WORK TASK ::
Search the data below for "view"; list each line that holds it.
[RECORD SET Boundary: Start]
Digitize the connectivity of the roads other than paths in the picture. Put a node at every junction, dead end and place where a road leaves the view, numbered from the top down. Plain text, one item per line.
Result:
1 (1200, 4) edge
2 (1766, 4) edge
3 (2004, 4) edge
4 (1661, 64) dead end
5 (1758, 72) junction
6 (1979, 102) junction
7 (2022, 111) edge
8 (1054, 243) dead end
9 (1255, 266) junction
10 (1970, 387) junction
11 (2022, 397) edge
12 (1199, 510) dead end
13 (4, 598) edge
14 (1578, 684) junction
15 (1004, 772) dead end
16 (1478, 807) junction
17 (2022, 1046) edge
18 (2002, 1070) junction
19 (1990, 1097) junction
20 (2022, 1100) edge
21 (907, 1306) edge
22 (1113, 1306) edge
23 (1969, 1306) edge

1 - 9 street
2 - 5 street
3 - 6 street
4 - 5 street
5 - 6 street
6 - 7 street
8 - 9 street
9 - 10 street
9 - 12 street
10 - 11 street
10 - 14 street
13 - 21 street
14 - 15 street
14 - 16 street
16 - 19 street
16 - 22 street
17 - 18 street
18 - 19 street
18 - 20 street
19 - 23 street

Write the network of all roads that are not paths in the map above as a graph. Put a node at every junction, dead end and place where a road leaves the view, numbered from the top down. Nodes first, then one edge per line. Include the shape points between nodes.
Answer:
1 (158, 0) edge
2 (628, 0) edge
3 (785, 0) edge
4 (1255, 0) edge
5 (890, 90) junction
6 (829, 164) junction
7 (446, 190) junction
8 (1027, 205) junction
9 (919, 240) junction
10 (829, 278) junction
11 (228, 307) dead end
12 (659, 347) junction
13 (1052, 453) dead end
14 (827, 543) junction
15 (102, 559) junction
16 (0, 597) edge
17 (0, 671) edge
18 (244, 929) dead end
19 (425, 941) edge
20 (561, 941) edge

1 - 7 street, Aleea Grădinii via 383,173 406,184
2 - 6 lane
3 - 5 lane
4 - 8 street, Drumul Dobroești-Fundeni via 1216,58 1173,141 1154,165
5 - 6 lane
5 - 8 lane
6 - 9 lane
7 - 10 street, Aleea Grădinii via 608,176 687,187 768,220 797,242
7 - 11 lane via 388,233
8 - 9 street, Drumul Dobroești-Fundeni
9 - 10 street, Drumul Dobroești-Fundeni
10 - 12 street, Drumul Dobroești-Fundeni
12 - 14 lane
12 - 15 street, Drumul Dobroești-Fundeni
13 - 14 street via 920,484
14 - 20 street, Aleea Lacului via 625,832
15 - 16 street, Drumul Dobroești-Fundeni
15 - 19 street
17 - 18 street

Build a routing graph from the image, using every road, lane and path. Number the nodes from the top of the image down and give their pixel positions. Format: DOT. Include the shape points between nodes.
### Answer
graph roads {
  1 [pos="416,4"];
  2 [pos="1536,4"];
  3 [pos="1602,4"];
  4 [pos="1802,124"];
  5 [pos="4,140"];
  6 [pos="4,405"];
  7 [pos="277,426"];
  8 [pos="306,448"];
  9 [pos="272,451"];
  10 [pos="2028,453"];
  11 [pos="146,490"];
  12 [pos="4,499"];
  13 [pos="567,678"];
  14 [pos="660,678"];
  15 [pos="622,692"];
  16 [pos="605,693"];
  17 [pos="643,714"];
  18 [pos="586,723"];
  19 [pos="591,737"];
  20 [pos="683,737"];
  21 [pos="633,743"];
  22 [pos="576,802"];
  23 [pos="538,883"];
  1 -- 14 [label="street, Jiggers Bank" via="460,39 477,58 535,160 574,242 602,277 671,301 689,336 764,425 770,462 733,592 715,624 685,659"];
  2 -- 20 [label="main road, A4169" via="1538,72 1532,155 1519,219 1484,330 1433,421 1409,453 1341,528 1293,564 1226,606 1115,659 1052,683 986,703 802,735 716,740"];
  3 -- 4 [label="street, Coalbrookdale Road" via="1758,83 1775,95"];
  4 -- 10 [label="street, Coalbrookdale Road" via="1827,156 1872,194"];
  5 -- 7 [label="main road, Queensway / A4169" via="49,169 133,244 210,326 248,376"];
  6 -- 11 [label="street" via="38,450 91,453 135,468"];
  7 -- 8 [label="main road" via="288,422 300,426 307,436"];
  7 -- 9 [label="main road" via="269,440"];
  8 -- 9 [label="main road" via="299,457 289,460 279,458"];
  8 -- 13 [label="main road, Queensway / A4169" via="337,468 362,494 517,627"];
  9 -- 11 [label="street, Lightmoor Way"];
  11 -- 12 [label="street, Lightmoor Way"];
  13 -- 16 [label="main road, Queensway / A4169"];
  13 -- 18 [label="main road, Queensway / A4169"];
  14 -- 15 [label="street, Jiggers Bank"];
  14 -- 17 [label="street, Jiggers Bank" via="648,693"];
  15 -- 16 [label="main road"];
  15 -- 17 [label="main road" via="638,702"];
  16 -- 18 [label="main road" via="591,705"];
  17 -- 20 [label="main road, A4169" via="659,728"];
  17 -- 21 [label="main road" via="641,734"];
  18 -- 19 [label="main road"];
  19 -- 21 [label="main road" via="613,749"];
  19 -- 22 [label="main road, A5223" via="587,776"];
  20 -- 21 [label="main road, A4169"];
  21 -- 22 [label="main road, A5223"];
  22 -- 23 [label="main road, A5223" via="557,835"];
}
[RECORD SET Boundary: End]
REPLY ::
Digitize the connectivity of the roads other than paths in the picture. Put a node at every junction, dead end and place where a road leaves the view, numbered from the top down. Plain text, one item per line.
Write the network of all roads that are not paths in the map above as a graph. Put a node at every junction, dead end and place where a road leaves the view, numbered from the top down. Nodes first, then one edge per line. Include the shape points between nodes.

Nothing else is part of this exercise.